2021 Public Employee Collective Bargaining Bill

2021 Public Employee Collective Bargaining Bill
Unlike workers in the private sector, most public employees do not have collective bargaining rights.
Public workers in some subdivisions have worked to pass collective bargaining rights in their jurisdiction,
but this is a limited patchwork of laws throughout the state and a majority of jurisdictions have no
collective bargaining rights established at all.
This year, Colorado’s legislature has the opportunity to formally recognize the collective bargaining rights
of all local public employees throughout our state. All working people, no matter their industry, should
have the right to join a union and collectively bargain for improved services and better jobs.
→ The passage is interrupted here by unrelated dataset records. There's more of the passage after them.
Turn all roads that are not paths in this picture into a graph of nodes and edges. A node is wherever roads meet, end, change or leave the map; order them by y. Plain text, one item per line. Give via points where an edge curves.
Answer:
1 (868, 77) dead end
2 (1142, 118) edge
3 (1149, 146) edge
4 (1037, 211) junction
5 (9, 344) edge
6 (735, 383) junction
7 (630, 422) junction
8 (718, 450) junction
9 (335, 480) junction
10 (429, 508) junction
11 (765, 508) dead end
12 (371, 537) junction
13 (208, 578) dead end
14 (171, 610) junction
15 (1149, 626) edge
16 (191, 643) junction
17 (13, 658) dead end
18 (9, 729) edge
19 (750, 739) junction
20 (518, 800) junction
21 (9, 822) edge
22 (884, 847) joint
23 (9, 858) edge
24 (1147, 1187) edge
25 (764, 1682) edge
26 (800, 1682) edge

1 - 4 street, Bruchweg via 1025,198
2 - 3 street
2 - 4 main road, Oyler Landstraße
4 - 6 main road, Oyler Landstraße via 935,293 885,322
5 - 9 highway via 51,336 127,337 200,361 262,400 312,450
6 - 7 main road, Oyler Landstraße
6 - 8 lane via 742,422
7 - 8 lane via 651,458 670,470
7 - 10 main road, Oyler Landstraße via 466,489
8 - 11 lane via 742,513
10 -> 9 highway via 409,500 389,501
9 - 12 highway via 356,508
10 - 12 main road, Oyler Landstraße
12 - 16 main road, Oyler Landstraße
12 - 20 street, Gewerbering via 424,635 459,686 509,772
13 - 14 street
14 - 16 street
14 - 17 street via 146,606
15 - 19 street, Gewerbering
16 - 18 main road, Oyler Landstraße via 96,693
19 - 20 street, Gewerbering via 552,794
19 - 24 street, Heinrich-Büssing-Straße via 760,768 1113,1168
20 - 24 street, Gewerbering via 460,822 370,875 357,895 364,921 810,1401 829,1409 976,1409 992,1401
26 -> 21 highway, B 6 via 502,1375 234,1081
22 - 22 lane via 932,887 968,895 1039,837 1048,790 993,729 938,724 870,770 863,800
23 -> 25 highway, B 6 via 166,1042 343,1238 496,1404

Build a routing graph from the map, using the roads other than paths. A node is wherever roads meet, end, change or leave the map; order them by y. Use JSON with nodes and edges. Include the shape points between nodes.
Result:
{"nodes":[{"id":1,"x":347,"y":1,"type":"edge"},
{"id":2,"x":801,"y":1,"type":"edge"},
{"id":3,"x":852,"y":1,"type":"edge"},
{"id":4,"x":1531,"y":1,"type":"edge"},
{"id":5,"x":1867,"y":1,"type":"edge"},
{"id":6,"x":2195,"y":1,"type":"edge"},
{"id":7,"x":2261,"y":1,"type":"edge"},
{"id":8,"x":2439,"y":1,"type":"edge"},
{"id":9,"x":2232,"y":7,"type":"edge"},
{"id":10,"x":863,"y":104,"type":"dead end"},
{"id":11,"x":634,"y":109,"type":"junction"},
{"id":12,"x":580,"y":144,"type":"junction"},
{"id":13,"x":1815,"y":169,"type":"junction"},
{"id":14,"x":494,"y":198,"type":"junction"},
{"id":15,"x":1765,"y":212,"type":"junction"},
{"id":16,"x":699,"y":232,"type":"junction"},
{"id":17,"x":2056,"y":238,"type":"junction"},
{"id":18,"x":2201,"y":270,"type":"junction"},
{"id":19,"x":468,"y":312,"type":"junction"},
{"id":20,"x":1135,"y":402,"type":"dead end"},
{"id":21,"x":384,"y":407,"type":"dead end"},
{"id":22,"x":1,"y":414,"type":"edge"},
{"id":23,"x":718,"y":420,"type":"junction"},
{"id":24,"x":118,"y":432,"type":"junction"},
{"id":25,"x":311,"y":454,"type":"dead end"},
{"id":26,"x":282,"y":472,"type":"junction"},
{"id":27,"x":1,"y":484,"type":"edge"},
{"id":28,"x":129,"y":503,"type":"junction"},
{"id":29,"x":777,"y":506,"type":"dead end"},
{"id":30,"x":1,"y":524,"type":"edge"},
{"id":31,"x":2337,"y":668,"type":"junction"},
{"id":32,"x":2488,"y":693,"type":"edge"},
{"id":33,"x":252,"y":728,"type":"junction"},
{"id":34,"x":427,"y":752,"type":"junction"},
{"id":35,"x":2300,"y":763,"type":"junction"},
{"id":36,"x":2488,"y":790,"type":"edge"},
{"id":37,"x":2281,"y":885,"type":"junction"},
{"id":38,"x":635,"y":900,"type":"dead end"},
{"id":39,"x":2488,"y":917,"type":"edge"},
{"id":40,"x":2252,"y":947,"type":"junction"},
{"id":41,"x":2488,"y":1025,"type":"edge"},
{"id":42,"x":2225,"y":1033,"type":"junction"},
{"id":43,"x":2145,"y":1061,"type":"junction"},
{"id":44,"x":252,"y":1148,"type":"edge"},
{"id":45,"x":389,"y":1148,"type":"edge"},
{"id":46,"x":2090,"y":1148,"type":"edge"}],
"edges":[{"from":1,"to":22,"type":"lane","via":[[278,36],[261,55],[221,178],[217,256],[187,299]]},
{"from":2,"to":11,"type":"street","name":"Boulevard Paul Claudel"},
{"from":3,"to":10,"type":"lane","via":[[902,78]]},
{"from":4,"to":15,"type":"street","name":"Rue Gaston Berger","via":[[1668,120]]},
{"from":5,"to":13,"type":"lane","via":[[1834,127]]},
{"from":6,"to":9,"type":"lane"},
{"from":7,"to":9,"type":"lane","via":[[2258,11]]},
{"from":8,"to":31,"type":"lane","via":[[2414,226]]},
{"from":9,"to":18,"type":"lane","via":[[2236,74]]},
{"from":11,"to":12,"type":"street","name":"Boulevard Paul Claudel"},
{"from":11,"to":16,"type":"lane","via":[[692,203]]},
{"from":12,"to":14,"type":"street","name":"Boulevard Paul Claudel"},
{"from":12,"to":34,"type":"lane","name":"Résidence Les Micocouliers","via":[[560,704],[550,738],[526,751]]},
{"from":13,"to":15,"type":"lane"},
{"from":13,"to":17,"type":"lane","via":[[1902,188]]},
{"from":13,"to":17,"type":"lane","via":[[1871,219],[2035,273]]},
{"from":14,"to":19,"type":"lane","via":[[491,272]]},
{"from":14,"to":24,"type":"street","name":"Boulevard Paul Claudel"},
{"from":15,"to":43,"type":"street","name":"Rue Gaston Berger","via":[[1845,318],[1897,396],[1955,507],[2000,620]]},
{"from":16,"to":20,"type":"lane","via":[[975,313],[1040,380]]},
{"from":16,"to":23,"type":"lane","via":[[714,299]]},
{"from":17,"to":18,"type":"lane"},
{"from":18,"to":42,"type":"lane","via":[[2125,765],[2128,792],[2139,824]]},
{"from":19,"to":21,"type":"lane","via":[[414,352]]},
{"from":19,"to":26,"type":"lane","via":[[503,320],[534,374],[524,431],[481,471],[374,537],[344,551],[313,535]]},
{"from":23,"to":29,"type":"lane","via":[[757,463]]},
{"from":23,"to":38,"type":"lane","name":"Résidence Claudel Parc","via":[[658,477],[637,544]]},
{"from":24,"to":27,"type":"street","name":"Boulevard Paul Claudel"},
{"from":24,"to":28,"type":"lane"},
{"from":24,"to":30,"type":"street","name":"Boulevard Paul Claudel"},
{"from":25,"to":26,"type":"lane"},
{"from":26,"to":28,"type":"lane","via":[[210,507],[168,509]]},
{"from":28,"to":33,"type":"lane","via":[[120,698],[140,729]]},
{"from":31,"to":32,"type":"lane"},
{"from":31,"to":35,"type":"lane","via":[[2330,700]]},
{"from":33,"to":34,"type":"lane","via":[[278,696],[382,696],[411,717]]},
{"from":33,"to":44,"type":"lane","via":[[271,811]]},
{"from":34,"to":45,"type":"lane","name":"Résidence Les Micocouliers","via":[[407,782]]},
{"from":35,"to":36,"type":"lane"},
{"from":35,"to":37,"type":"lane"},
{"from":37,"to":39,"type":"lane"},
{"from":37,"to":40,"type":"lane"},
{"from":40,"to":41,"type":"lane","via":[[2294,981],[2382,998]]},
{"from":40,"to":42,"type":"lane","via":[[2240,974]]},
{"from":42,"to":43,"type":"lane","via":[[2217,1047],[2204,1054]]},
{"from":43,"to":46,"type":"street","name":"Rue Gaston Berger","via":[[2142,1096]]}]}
The Public Employee Collective Bargaining bill would recognize the rights of public employees at the
county, city, municipality, school district, library district, special district, public colleges and universities,
local government, judicial, or political subdivision of local government to:
● Organize, form, join, or assist an employee organization (or refrain from doing so);
● Be recognized as a union and establish the union as exclusive representative;
● Be represented and negotiate collectively or express a grievance through their exclusive
The bill requires the public employer to:
● Remain neutral at all times if employees choose to form a union and shall not discriminate or
retaliate against any employee as they seek to organize a union;
● Allow the employee’s exclusive representative access to employees in the workplace for the
purposes of membership recruitment;
● Make payroll deductions to the exclusive representative as authorized by the employee;
● Provide the exclusive representative with the contact information on file for the covered
The bill requires the exclusive representative and employer to:
● Bargain collectively in good faith;
● To negotiate the collective bargaining agreement for a term of 12-36 months and must initiate
negotiations within a specified time frame;
● To seek arbitration if an impasse is reached.
The bill does not:
● Usurp the fiduciary authority of the elected officials;
● Automatically form a union. The workers must want to form a union and come together to
organize an employee organization.
Why now?
The coronavirus pandemic highlighted the critical nature of public employees who help Coloradans
access essential services. Having the freedom to collectively bargain will let frontline employees negotiate
for better safety gear, give teachers an avenue to advocate for their students, and ensure care providers
can have reliable, family-sustaining jobs. With increased need for public services, it is more important
than ever that our public employees be part of the solution to these growing challenges, so Colorado can
continue to be a thriving, safe, and prosperous state.